Provided records START

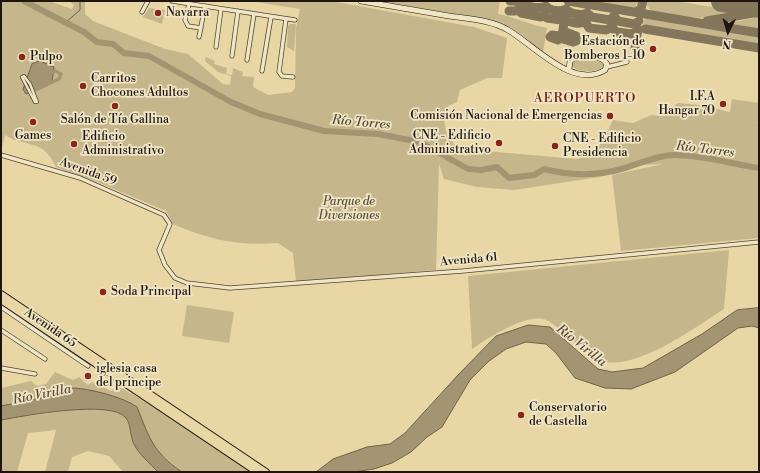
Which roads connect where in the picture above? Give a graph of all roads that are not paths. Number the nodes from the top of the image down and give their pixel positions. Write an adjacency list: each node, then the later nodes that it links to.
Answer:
1 (148, 1): 7 (street)
2 (172, 1): 4 (street)
3 (361, 1): 19 (main road)
4 (189, 4): 5 (street); 13 (street)
5 (205, 6): 6 (street); 13 (street)
6 (221, 9): 8 (street); 15 (street)
7 (142, 12)
8 (238, 12): 9 (street); 16 (street)
9 (254, 14): 10 (street); 17 (street)
10 (271, 17): 11 (street); 23 (street)
11 (286, 19): 12 (street); 25 (street)
12 (295, 20)
13 (201, 28): 14 (street)
14 (199, 37)
15 (216, 47)
16 (232, 56)
17 (248, 60)
18 (570, 61): 19 (main road); 21 (main road); 22 (main road)
19 (553, 62): 22 (main road)
20 (626, 62): 21 (street)
21 (607, 67): 22 (main road)
22 (569, 69)
23 (262, 71)
24 (22, 77): 24 (street)
25 (293, 77)
26 (1, 155): 28 (street, Avenida 59)
27 (759, 242): 28 (street, Avenida 61)
28 (180, 281)
29 (1, 294): 38 (highway)
30 (1, 300): 37 (highway)
31 (1, 308): 34 (street, Avenida 65)
32 (1, 330): 33 (street)
33 (45, 359)
34 (88, 366)
35 (1, 368): 36 (street)
36 (35, 374)
37 (257, 472)
38 (266, 472)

Provided records END

■ Problem details:
The copy must reproduce every entry exactly while excluding all pictures.

■ Result:
Which roads connect where in the picture above? Give a graph of all roads that are not paths. Number the nodes from the top of the image down and give their pixel positions. Write an adjacency list: each node, then the later nodes that it links to.
Answer:
1 (148, 1): 7 (street)
2 (172, 1): 4 (street)
3 (361, 1): 19 (main road)
4 (189, 4): 5 (street); 13 (street)
5 (205, 6): 6 (street); 13 (street)
6 (221, 9): 8 (street); 15 (street)
7 (142, 12)
8 (238, 12): 9 (street); 16 (street)
9 (254, 14): 10 (street); 17 (street)
10 (271, 17): 11 (street); 23 (street)
11 (286, 19): 12 (street); 25 (street)
12 (295, 20)
13 (201, 28): 14 (street)
14 (199, 37)
15 (216, 47)
16 (232, 56)
17 (248, 60)
18 (570, 61): 19 (main road); 21 (main road); 22 (main road)
19 (553, 62): 22 (main road)
20 (626, 62): 21 (street)
21 (607, 67): 22 (main road)
22 (569, 69)
23 (262, 71)
24 (22, 77): 24 (street)
25 (293, 77)
26 (1, 155): 28 (street, Avenida 59)
27 (759, 242): 28 (street, Avenida 61)
28 (180, 281)
29 (1, 294): 38 (highway)
30 (1, 300): 37 (highway)
31 (1, 308): 34 (street, Avenida 65)
32 (1, 330): 33 (street)
33 (45, 359)
34 (88, 366)
35 (1, 368): 36 (street)
36 (35, 374)
37 (257, 472)
38 (266, 472)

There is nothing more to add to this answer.